The change in X86ISelLowering.cpp, when applied on its own, does not trigger on any of the existing tests. However, when applying the rest of the diff, without the change in X86ISelLowering.cpp, there are two assertions thrown in CodeGen/X86/early-ifcvt.ll and CodeGen/X86/switch.ll.

Therefore I think the rest of the diff is necessary to trigger the new condition that is handled here.

RKSimon added inline comments.Mar 19 2019, 5:28 AM
lib/CodeGen/SelectionDAG/SelectionDAG.cpp
3181 ↗(On Diff #191258)

auto R = cast<RegisterSDNode>(Op.getOperand(1));

lib/Target/X86/X86ISelLowering.cpp
19513 ↗(On Diff #191258)

DAG.getAnyExtOrTrunc ?

test/CodeGen/AMDGPU/llvm.amdgcn.s.buffer.load.ll
146 ↗(On Diff #191258)

Please commit this with trunk's current codegen and then rebase the patch to show the diff.

piotr marked an inline comment as done.Mar 19 2019, 5:40 AM
piotr added inline comments.
test/CodeGen/AMDGPU/llvm.amdgcn.s.buffer.load.ll
146 ↗(On Diff #191258)

Just to make sure I understand what is being asked: you would like to see the raw output of the new tests with 1) the current trunk and 2) version with the patch?

RKSimon added inline comments.Mar 19 2019, 6:06 AM
test/CodeGen/AMDGPU/llvm.amdgcn.s.buffer.load.ll
146 ↗(On Diff #191258)

Yes, so you commit the new tests with checks for current codegen by trunk.

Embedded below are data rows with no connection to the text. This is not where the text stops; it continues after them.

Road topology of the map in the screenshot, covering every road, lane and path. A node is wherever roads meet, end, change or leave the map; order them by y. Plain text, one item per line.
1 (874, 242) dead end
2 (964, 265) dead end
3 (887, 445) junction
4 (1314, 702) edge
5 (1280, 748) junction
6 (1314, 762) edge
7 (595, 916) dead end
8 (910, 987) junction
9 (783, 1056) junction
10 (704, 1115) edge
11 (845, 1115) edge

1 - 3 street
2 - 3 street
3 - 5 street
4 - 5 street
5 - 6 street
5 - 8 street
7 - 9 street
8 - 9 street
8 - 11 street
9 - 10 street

Then this patch just shows the codegen delta

piotr updated this revision to Diff 191854.Mar 22 2019, 4:07 AM

Addressed review comments, extracted new tests and rebased.

piotr marked an inline comment as done.Mar 22 2019, 4:15 AM
piotr added inline comments.
test/CodeGen/AMDGPU/llvm.amdgcn.s.buffer.load.ll
146 ↗(On Diff #191258)

https://reviews.llvm.org/D59690 created. I will rebase this patch when D59690 gets pushed.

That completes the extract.